■ EXERCISE DETAILS:
Across the entries below, count the lines that contain the word "import" and reply with that number only.
* * * * * * * * *
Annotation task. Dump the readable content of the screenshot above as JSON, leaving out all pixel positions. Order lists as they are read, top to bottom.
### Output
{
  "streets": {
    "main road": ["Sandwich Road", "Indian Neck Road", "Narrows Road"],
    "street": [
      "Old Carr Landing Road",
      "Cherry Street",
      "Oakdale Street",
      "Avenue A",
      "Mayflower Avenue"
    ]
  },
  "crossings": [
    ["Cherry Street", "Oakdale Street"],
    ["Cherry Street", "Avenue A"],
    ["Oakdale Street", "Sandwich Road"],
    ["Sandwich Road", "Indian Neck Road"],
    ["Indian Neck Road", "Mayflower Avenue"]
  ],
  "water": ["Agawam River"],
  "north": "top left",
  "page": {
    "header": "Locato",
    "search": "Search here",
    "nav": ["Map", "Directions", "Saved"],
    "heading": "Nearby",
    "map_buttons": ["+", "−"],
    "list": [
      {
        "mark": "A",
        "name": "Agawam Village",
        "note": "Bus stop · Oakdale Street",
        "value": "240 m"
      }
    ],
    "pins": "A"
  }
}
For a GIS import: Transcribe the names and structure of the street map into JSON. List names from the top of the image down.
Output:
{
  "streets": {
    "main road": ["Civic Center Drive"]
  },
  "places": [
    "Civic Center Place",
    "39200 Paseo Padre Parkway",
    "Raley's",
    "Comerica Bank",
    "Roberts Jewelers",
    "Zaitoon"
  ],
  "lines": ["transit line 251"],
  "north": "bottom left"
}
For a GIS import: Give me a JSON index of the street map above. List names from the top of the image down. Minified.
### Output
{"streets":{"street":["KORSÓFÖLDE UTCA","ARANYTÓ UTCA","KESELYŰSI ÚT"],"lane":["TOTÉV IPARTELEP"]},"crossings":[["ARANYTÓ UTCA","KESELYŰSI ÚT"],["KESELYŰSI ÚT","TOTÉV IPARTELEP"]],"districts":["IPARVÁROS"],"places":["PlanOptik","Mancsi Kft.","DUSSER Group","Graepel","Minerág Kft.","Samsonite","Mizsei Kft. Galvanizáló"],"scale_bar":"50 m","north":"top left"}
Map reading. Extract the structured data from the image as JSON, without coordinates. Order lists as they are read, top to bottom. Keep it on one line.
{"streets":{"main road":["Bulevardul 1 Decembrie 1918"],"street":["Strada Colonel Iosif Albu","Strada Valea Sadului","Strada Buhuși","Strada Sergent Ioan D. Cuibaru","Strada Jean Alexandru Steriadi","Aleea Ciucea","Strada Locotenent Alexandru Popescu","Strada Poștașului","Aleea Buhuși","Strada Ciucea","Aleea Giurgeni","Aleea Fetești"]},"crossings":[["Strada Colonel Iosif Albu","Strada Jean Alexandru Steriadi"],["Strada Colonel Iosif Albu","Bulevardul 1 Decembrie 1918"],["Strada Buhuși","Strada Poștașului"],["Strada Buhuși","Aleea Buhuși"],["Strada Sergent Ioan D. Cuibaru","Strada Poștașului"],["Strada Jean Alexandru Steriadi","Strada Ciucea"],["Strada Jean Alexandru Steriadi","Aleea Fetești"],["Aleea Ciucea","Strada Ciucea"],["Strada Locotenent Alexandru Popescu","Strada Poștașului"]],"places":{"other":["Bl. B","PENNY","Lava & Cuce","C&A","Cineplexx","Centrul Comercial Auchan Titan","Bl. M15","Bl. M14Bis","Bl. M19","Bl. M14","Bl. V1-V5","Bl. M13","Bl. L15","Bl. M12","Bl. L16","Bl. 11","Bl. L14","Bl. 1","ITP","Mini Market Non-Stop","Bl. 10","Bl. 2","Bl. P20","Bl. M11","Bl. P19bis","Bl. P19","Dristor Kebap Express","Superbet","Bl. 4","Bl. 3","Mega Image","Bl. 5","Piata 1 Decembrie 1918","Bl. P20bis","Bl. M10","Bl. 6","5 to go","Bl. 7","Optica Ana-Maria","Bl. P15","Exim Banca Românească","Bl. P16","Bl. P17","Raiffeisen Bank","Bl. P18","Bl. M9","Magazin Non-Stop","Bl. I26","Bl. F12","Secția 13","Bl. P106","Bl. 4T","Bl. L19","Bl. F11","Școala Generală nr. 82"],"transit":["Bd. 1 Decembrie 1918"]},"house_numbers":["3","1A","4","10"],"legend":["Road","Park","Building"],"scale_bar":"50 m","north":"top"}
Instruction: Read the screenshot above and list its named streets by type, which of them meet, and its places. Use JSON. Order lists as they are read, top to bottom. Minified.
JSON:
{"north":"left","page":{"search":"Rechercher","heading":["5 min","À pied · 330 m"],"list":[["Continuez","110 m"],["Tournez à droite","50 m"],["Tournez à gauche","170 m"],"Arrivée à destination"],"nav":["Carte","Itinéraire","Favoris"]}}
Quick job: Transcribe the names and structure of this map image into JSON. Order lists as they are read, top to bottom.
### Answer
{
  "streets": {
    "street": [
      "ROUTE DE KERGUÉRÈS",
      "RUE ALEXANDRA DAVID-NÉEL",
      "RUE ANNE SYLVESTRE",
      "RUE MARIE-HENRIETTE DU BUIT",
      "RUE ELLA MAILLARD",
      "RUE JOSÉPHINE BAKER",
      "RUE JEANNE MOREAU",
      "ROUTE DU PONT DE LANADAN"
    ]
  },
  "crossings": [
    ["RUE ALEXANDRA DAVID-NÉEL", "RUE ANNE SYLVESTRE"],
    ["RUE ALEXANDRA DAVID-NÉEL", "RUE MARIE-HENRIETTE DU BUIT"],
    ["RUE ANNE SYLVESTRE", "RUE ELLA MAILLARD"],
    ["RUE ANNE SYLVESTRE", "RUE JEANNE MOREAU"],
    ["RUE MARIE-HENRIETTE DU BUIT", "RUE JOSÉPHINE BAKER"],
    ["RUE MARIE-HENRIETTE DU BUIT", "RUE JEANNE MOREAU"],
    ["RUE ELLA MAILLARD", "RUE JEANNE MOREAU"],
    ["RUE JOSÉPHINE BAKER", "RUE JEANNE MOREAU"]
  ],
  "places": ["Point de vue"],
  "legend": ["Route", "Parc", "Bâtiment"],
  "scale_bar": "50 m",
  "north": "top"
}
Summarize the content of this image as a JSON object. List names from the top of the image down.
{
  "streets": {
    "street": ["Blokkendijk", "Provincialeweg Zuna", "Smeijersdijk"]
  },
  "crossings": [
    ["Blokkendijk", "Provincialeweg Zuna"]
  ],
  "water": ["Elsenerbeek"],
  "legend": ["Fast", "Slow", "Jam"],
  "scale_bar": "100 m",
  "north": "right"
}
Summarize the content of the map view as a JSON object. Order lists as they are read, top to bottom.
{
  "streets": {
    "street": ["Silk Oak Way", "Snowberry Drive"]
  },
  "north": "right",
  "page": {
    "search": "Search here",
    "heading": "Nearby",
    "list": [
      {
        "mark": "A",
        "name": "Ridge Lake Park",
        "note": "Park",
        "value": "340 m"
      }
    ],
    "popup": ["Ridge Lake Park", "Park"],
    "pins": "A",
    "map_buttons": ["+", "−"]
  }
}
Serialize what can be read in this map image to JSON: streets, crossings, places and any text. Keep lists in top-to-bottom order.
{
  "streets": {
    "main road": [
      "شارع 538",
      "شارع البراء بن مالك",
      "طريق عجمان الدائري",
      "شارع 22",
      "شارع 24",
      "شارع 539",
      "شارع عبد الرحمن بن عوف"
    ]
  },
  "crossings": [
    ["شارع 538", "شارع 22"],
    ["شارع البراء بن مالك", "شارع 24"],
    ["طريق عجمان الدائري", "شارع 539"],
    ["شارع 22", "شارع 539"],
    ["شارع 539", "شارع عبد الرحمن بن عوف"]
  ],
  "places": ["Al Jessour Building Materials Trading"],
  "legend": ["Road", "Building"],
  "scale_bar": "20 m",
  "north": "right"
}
* * * * * * * * *
■ TASK SOLUTION:
2